**DESCRIPTION OF THE TASK**
Across the data, every line with the word "MANTUA" counts once; state the total alone.

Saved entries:

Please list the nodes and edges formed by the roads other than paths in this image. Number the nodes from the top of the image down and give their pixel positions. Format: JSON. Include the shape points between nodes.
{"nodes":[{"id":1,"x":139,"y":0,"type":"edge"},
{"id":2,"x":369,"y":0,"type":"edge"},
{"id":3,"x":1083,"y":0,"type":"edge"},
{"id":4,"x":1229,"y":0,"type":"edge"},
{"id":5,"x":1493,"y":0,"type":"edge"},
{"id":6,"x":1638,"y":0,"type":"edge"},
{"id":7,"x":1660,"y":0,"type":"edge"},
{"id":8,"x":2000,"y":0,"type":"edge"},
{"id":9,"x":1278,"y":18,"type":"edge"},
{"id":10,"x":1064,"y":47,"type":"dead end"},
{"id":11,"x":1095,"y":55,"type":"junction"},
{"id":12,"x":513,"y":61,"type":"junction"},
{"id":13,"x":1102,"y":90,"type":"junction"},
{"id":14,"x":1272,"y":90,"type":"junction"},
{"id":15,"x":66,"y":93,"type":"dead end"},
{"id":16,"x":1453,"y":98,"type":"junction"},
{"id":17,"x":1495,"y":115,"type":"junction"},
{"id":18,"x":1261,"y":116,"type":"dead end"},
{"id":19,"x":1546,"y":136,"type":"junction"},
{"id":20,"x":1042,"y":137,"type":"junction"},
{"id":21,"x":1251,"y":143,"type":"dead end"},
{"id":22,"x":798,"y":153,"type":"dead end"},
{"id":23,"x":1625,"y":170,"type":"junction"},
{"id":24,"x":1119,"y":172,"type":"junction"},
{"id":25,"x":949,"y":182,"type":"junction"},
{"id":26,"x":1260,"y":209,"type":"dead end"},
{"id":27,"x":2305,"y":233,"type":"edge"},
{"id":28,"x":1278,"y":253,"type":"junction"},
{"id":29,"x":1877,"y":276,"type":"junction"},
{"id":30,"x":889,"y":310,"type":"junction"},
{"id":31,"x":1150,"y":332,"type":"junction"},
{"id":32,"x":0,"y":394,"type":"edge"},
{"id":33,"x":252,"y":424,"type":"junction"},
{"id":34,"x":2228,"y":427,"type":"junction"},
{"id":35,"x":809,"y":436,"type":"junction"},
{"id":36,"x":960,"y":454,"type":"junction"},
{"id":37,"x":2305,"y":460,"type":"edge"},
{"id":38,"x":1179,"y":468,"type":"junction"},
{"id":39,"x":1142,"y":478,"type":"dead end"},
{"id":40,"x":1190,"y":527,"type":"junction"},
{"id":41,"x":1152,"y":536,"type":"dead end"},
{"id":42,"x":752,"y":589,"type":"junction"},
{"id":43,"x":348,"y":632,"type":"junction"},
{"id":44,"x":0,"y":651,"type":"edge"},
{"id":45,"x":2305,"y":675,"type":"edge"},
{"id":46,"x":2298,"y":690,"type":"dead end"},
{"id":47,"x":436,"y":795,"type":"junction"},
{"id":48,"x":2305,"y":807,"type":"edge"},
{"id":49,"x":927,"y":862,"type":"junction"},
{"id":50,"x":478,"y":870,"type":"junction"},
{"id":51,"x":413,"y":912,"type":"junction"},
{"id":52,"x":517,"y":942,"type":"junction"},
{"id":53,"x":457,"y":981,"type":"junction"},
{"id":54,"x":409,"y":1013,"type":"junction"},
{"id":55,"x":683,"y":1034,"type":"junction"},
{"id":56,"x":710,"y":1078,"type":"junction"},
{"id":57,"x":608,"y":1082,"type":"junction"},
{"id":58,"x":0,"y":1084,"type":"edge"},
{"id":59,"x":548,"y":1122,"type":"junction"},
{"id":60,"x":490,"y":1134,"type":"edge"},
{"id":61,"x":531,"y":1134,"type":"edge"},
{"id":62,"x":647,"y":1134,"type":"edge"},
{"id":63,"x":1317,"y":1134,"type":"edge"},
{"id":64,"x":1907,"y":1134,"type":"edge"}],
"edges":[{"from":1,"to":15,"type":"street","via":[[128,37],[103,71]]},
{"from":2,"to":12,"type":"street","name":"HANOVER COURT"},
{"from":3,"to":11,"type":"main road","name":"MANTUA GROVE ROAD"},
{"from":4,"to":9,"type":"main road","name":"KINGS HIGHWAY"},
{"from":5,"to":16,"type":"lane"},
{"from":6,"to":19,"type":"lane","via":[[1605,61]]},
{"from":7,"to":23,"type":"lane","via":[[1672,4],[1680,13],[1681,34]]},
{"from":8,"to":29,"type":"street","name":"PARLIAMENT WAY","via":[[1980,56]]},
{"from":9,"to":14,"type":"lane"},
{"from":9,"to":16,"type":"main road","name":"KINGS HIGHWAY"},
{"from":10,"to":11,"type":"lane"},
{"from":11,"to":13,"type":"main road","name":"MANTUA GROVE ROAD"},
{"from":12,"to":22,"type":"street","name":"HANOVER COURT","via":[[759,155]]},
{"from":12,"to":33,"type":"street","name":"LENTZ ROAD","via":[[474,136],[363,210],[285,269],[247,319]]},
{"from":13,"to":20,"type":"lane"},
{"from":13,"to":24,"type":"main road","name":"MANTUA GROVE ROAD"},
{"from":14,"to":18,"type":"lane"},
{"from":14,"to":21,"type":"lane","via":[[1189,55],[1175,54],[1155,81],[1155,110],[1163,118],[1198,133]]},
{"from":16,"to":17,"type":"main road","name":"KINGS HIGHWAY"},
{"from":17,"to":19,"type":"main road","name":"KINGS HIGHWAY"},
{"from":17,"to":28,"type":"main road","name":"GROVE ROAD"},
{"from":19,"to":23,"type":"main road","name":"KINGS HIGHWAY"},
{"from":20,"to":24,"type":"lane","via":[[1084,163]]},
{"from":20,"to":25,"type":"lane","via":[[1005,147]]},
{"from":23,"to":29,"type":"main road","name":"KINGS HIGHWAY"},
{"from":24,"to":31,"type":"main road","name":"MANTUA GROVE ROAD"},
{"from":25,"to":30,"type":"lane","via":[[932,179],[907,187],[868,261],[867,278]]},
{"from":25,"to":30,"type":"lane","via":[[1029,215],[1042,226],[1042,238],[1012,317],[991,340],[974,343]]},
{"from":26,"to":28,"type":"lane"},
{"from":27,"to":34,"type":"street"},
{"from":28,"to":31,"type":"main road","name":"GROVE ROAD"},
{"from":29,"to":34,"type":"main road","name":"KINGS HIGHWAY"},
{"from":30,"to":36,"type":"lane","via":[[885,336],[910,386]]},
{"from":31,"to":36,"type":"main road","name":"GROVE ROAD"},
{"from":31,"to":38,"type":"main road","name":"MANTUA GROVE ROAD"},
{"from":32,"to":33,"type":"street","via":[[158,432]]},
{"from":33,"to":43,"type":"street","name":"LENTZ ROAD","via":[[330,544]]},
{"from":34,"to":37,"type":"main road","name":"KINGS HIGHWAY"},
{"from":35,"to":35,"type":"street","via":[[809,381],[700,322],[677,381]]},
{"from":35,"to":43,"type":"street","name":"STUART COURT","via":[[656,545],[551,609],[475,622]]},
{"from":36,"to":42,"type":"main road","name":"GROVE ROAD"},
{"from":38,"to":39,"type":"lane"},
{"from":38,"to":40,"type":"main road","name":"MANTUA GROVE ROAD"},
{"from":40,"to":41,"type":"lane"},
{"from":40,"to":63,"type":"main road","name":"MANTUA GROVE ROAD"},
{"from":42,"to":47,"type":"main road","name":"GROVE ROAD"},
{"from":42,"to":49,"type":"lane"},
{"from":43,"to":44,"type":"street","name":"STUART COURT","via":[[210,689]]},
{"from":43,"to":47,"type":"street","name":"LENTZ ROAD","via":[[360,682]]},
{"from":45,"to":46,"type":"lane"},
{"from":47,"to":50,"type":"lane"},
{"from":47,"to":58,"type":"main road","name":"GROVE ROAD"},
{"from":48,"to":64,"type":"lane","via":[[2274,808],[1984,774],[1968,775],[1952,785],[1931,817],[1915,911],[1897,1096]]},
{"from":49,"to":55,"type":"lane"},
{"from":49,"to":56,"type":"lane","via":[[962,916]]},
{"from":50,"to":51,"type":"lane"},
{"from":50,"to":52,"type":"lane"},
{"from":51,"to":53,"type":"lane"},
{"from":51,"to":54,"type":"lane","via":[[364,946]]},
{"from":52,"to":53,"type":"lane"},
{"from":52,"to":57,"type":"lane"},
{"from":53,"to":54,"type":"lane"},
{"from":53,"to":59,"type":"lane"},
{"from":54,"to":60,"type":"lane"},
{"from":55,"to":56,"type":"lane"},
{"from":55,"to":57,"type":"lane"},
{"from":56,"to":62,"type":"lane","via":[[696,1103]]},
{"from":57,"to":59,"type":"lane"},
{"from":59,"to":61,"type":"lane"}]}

**EXERCISE ANSWER**
7